Itulah sebabnya tidak ada yang curiga. Namun, pada suatu malam yang hangat, segalanya berubah.
Pintu rumah Rosenblatt dihancurkan dengan satu pukulan. Empat orang bertopeng menerobos masuk ke dalam ruangan:
- Serahkan dompet kripto itu. Kata sandi. Frasa seed. Cepat dan jangan main-main. Kalau begitu, tidak ada yang akan terluka.
Dua dari para penyerang itu diam. Sepanjang waktu itu, mereka tidak mengucapkan sepatah kata pun. Mereka hanya memberi isyarat kepada dua orang lainnya.
Namun, Rosenblatt mengenali mereka. Dari siluetnya, dari cara mereka berjalan. Pada sosok yang paling ramping dan tidak terlalu tinggi, Adam memperhatikan kebiasaannya sedikit menundukkan kepala saat berpikir. Sebuah dugaan melintas di benaknya: persis seperti itu tetangganya menyapanya setiap pagi dan menatapnya dengan penuh renungan saat pandangan mereka tak sengaja bertemu. Setelah itu, masing-masing melanjutkan perjalanan untuk urusan masing-masing: mereka—berjalan membawa ember ke kebun zaitun, sedangkan dia—ke tepi pantai.
Saat para penyerang menggeledah ruang kerja, sang pemilik diam-diam menekan tombol panggilan keamanan yang tersembunyi. Hanya beberapa menit berlalu, dan sirene memecah keheningan malam.

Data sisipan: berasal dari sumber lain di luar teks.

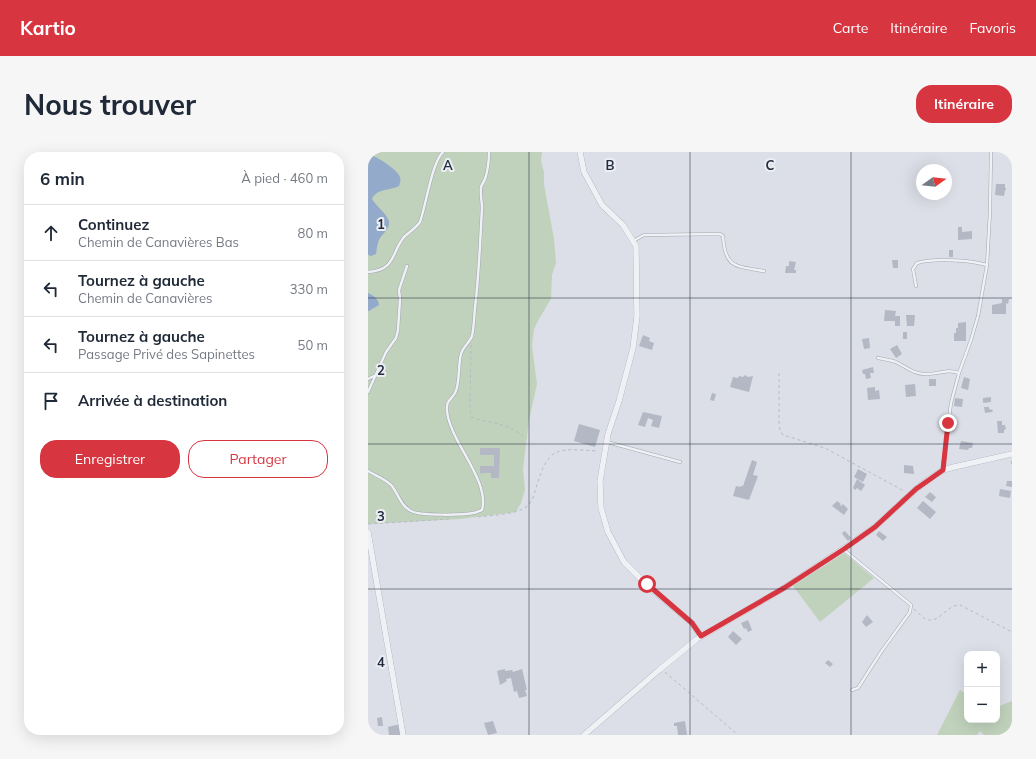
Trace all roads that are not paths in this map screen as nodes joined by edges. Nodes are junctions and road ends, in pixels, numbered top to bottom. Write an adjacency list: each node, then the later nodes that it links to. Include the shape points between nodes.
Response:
1 (443, 152): 9 (lane, via 434,165 420,222 405,237 387,265)
2 (489, 152): 20 (lane, via 489,164 481,187 480,248 472,337 461,352 457,388 447,404 451,426 479,482 482,510 453,514 411,511 403,504 392,486)
3 (580, 152): 5 (street, via 584,172 602,205 623,225)
4 (991, 152): 6 (lane)
5 (633, 241): 8 (lane, via 644,235 720,234 723,236 728,260 735,266); 16 (street, via 636,246 637,316 633,348)
6 (987, 265): 10 (lane, via 948,261 917,263 913,269); 12 (lane, via 976,322)
7 (407, 266): 13 (lane, via 399,290 396,338)
8 (764, 271)
9 (368, 272)
10 (916, 286)
11 (878, 358): 12 (lane, via 894,362 915,373 931,374 950,370)
12 (959, 373): 19 (lane, via 952,403)
13 (374, 376): 14 (lane); 15 (lane)
14 (368, 379)
15 (368, 392)
16 (607, 442): 18 (lane); 23 (street, via 600,481 601,508 608,532 624,562 692,623)
17 (1012, 454): 19 (street)
18 (680, 462)
19 (943, 470): 22 (street, via 910,494 875,527)
20 (368, 471)
21 (368, 532): 25 (street)
22 (844, 549): 23 (street, via 784,588); 24 (lane, via 911,605 910,612 858,688)
23 (701, 636): 26 (street)
24 (852, 690)
25 (403, 735)
26 (584, 735)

Tak seorang pun berhasil melarikan diri.
Selama penggeledahan terhadap para tersangka, polisi menemukan alat komunikasi, petunjuk untuk mengakses aset kripto, serta peralatan. Sementara penyidik memeriksa kemungkinan keterkaitan kelompok ini dengan jaringan internasional yang berspesialisasi dalam pemerasan aset digital, Rosenblatt diizinkan mengajukan hanya satu pertanyaan.
- Mengapa kalian melakukan ini?
Manuel menatap ke jendela, di mana awan badai menggantung di atas pohon-pohon zaitun tua, dan berpura-pura tidak mendengar pertanyaan itu. Daniela terdiam cukup lama dan, sambil sedikit memiringkan kepalanya ke samping, menatap Adam. Kemudian dia menjawab dengan pelan:
- Uang. 13 koin.
Hanya satu kalimat, yang diucapkan tanpa sedikit pun rasa penyesalan. Kebenaran itu membuat Adam tercengang. Rosenblat menyadari: orang yang paling berbahaya adalah orang yang selama bertahun-tahun menyapa Anda, tersenyum, mengedipkan mata, dan setiap hari lewat di depan Anda sambil membawa dua ember tua.

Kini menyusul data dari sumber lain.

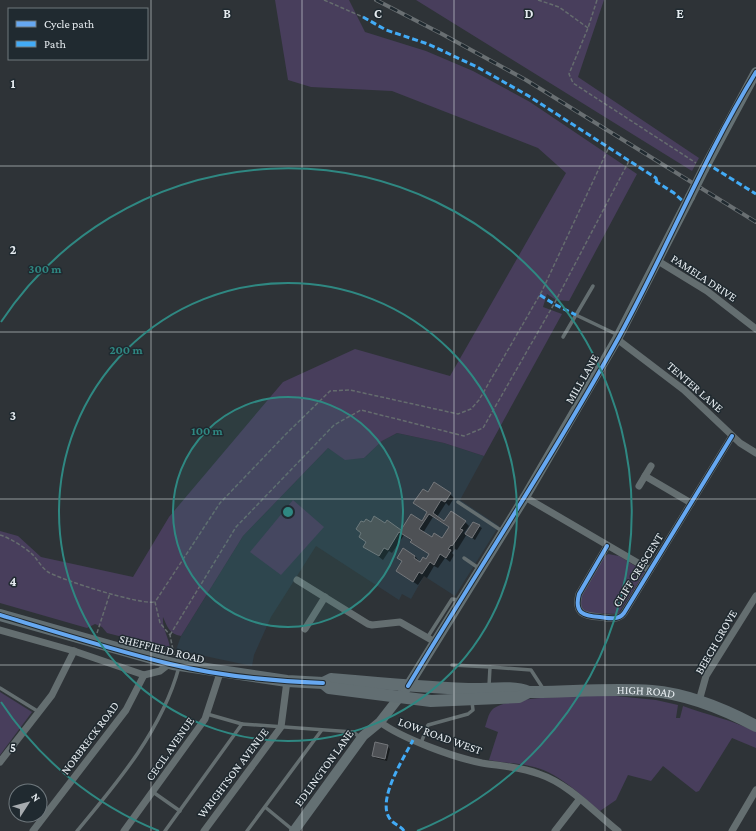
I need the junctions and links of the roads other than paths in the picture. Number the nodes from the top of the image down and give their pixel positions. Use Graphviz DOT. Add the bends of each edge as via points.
graph roads {
  1 [pos="756,72"];
  2 [pos="658,262"];
  3 [pos="593,286"];
  4 [pos="576,315"];
  5 [pos="756,329"];
  6 [pos="563,337"];
  7 [pos="618,337"];
  8 [pos="732,436"];
  9 [pos="756,454"];
  10 [pos="651,466"];
  11 [pos="645,476"];
  12 [pos="639,486"];
  13 [pos="525,497"];
  14 [pos="458,502"];
  15 [pos="691,503"];
  16 [pos="503,531"];
  17 [pos="607,546"];
  18 [pos="464,558"];
  19 [pos="480,569"];
  20 [pos="650,570"];
  21 [pos="297,580"];
  22 [pos="756,596"];
  23 [pos="325,597"];
  24 [pos="0,616"];
  25 [pos="305,629"];
  26 [pos="0,630"];
  27 [pos="431,640"];
  28 [pos="74,651"];
  29 [pos="174,664"];
  30 [pos="452,665"];
  31 [pos="490,667"];
  32 [pos="220,673"];
  33 [pos="144,675"];
  34 [pos="287,681"];
  35 [pos="323,683"];
  36 [pos="408,686"];
  37 [pos="0,688"];
  38 [pos="488,689"];
  39 [pos="529,692"];
  40 [pos="545,692"];
  41 [pos="400,698"];
  42 [pos="471,699"];
  43 [pos="699,701"];
  44 [pos="39,712"];
  45 [pos="207,714"];
  46 [pos="380,722"];
  47 [pos="242,724"];
  48 [pos="756,726"];
  49 [pos="281,727"];
  50 [pos="322,731"];
  51 [pos="361,738"];
  52 [pos="421,742"];
  53 [pos="0,762"];
  54 [pos="756,790"];
  55 [pos="153,792"];
  56 [pos="579,800"];
  57 [pos="265,807"];
  58 [pos="180,811"];
  59 [pos="33,831"];
  60 [pos="77,831"];
  61 [pos="124,831"];
  62 [pos="165,831"];
  63 [pos="204,831"];
  64 [pos="247,831"];
  65 [pos="294,831"];
  66 [pos="555,831"];
  67 [pos="618,831"];
  68 [pos="732,831"];
  1 -- 2 [label="street, MILL LANE, bridge" via="704,168"];
  2 -- 5 [label="street, PAMELA DRIVE" via="707,291"];
  2 -- 7 [label="street, MILL LANE"];
  3 -- 4 [label="lane"];
  4 -- 6 [label="lane"];
  4 -- 7 [label="lane"];
  7 -- 8 [label="street, TENTER LANE" via="684,390"];
  7 -- 13 [label="street, MILL LANE"];
  8 -- 9 [label="street, TENTER LANE"];
  8 -- 15 [label="street, CLIFF CRESCENT"];
  10 -- 11 [label="street"];
  11 -- 12 [label="street"];
  11 -- 15 [label="street"];
  13 -- 16 [label="street, MILL LANE"];
  13 -- 17 [label="street, CLIFF CRESCENT"];
  14 -- 16 [label="lane"];
  15 -- 20 [label="street, CLIFF CRESCENT"];
  16 -- 19 [label="street, MILL LANE"];
  17 -- 20 [label="street, CLIFF CRESCENT"];
  17 -- 20 [label="street, CLIFF CRESCENT" via="576,602 583,614 615,618 622,616"];
  18 -- 19 [label="lane"];
  19 -- 27 [label="street, MILL LANE"];
  21 -- 23 [label="street"];
  22 -- 43 [label="street, BEECH GROVE" via="706,676"];
  23 -- 25 [label="street"];
  23 -- 27 [label="street" via="372,626 400,622"];
  24 -- 29 [label="main road, SHEFFIELD ROAD"];
  26 -- 28 [label="street"];
  27 -- 36 [label="street, MILL LANE"];
  28 -- 33 [label="street"];
  28 -- 44 [label="street" via="52,695"];
  29 -- 32 [label="main road, SHEFFIELD ROAD"];
  29 -- 33 [label="street, SHEFFIELD ROAD"];
  29 -- 60 [label="lane" via="175,681 154,729 107,795"];
  30 -- 31 [label="lane"];
  31 -- 38 [label="lane"];
  31 -- 40 [label="lane" via="531,670"];
  32 -- 34 [label="main road, SHEFFIELD ROAD"];
  32 -- 45 [label="street, CECIL AVENUE"];
  33 -- 59 [label="street, NORBRECK ROAD" via="126,710"];
  34 -- 35 [label="main road, SHEFFIELD ROAD"];
  34 -- 49 [label="street, WRIGHTSON AVENUE"];
  35 -- 36 [label="main road, SHEFFIELD ROAD" via="331,679"];
  35 -- 41 [label="main road, SHEFFIELD ROAD" via="330,688"];
  36 -- 38 [label="main road, HIGH ROAD"];
  36 -- 41 [label="street, EDLINGTON LANE"];
  37 -- 44 [label="lane"];
  38 -- 39 [label="main road, HIGH ROAD" via="520,688"];
  39 -- 40 [label="main road, HIGH ROAD"];
  39 -- 42 [label="main road, HIGH ROAD" via="519,697"];
  40 -- 43 [label="main road, HIGH ROAD" via="652,691"];
  41 -- 42 [label="main road, HIGH ROAD" via="431,701"];
  41 -- 46 [label="street, EDLINGTON LANE"];
  42 -- 52 [label="lane" via="472,712 428,725"];
  43 -- 48 [label="main road, HIGH ROAD" via="734,714"];
  44 -- 53 [label="street"];
  45 -- 47 [label="lane"];
  45 -- 55 [label="street, CECIL AVENUE"];
  46 -- 51 [label="street, EDLINGTON LANE"];
  46 -- 52 [label="street, LOW ROAD WEST" via="389,729"];
  47 -- 49 [label="lane"];
  47 -- 58 [label="lane"];
  49 -- 50 [label="lane"];
  49 -- 63 [label="street, WRIGHTSON AVENUE"];
  50 -- 51 [label="lane" via="353,732"];
  50 -- 57 [label="lane"];
  51 -- 65 [label="street, EDLINGTON LANE"];
  52 -- 56 [label="street, LOW ROAD WEST" via="480,762 540,774 567,788"];
  54 -- 68 [label="street"];
  55 -- 58 [label="lane"];
  55 -- 61 [label="street, CECIL AVENUE"];
  56 -- 66 [label="street"];
  56 -- 67 [label="street, LOW ROAD WEST"];
  57 -- 64 [label="lane"];
  57 -- 65 [label="lane"];
  58 -- 62 [label="lane"];
}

Di dunia mata uang kripto, kerentanan terbesar seringkali tidak terletak pada algoritma enkripsi, melainkan pada kepercayaan manusia. Justru rekayasa sosial, pengumpulan informasi tentang korban, dan paksaan fisik tetap menjadi salah satu metode paling efektif untuk mencuri aset digital. Jadi, pada kenyataannya, perlindungan dompet kripto tidak dimulai dari kata sandi atau frasa seed, melainkan dari kewaspadaan terhadap orang-orang yang mengetahui kekayaan Anda lebih dari yang seharusnya.